I can readily admit that my husband is not perfect.
But, in all fairness, if I am willing to admit that, I have to be honest enough to admit that neither am I. Despite my best intentions, I’ve made mistakes in our marriage.
We all make our share of mistakes in our marriages.
Do those mistakes mean I’m a bad wife? No. They don’t because none of us is perfect.
A marriage is not about being the perfect spouse, but rather:
- doing your best
- respecting the person you married
- being willing to make adjustments when things are going wrong
In every marriage there are moments when one spouse wants to straight up tell the other, “you are playing yourself.”
I’ve been there before—giving my husband the side-eye or wondering what on earth is running through his head. And, I am sure, there have been moments where he feels the same way about me. It’s natural, though. It’s a part of the journey.
But ladies, despite how much good we do for the people we love most, we have to be honest about some of the things we do that just need to stop.
Some things don’t serve us well and can actually hurt our marriage over time.
Even the best of us fall short sometimes, and when we do, we need to just admit it, assess the situation, and make a better decision next time. To help us see clearly, here are 5 things wives should stop doing:
Trying to do everything on your own
I once suffered from superwoman syndrome, so I know how harmful it can be. Ladies, we have to stop tying to do everything on our own, and we also have to stop refusing to ask for help.

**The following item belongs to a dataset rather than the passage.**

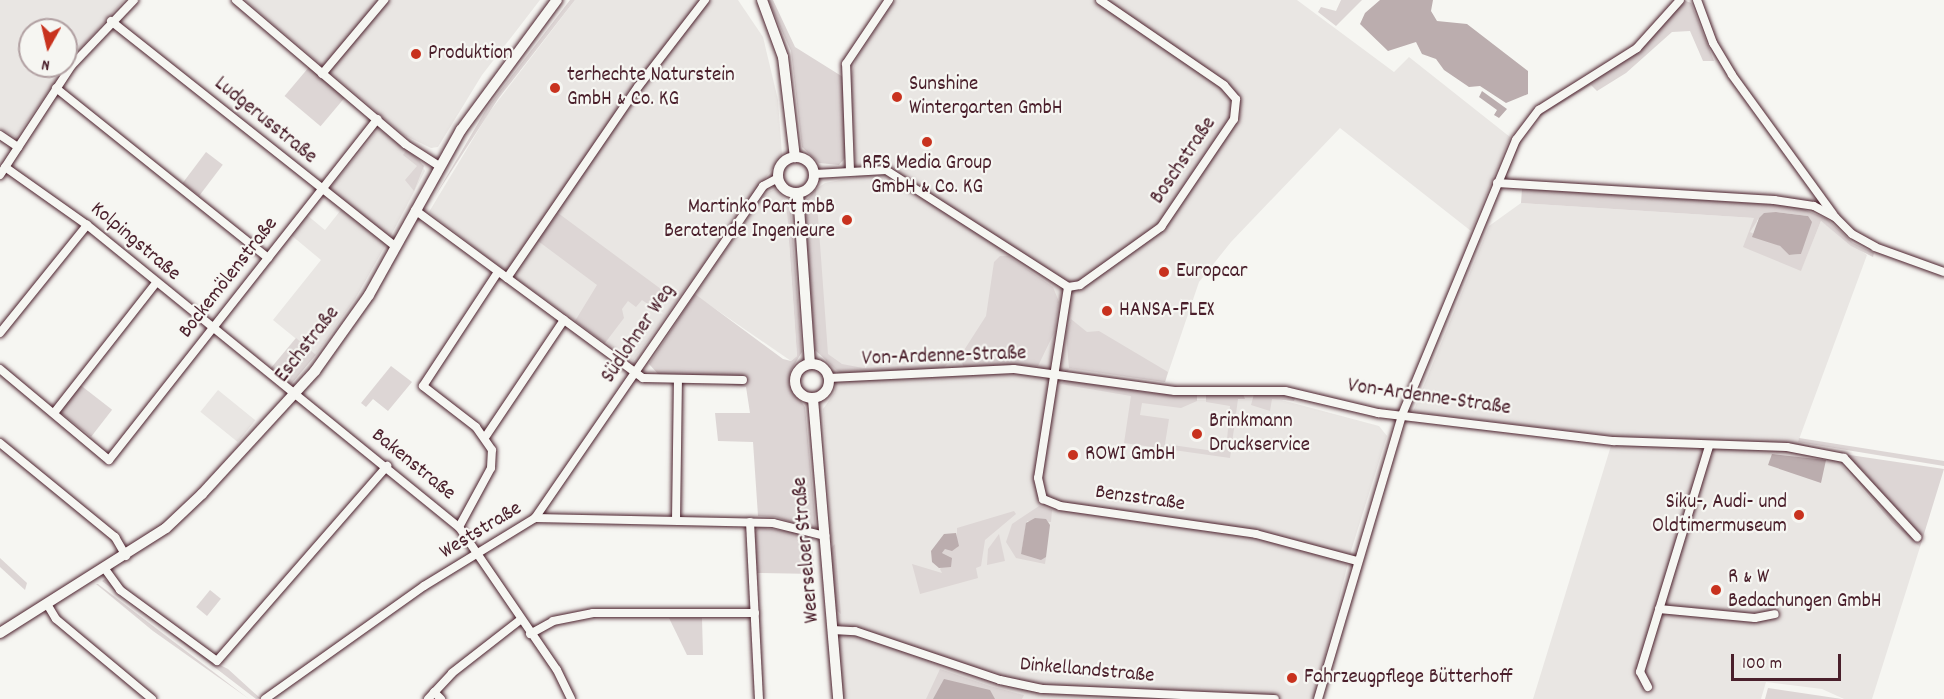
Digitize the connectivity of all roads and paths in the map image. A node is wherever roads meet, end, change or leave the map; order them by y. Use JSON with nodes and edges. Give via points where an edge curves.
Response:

Sure, it would be nice if your husband knew exactly what you needed and when you need it but it doesn’t always work that way.
You can either get angry because he’s not offering his help, or you can just ask him for it so you don’t have to feel like you are carrying weight of the world on your shoulders.
Not being honest about how you feel
If you are walking around your house feeling some sort of way because of something your husband said or did (or maybe didn’t say or didn’t do), just have a conversation with him about it.
No yelling, no attacking, no finger pointing—just a conversation to express how you feel and why you feel that way.
Putting your needs last
This goes back to the whole superwoman thing. Being exhausted and run down, while you meet the needs of everyone else around you, is no way to live.
If you can manage to put your own needs first, everyone you love—especially your husband—will benefit from being able to interact with the best version or who you are.
And honestly, always being stressed out and tired can eventually lead to illness, depression, and a number of other issues.
Telling your husband you don’t need him
No man wants to feel like the woman he married doesn’t need him for much. It’s obvious that you don’t literally need your man to survive.
That doesn’t need to be stated. But men need to feel needed. They need to feel like their presence in your life matters—a lot. Stop telling your man you don’t need him and instead, show him that you do.
Sharing your husband’s shortcomings with the world
If you think your husband is coming up short, talk to him about it. Your whole family and all of your friends really don’t need to know every flaw your man has.
When you do that, you are creating a situation where your family and friends only see him through this dark colored lens you’ve provided.
Is that what you really want? Remember, they don’t see the good parts of him that you see daily, they only remember the stories you’ve shared about how he comes up short.
BMWK ladies, what are some things you think wives need to stop doing to have a stronger marriage?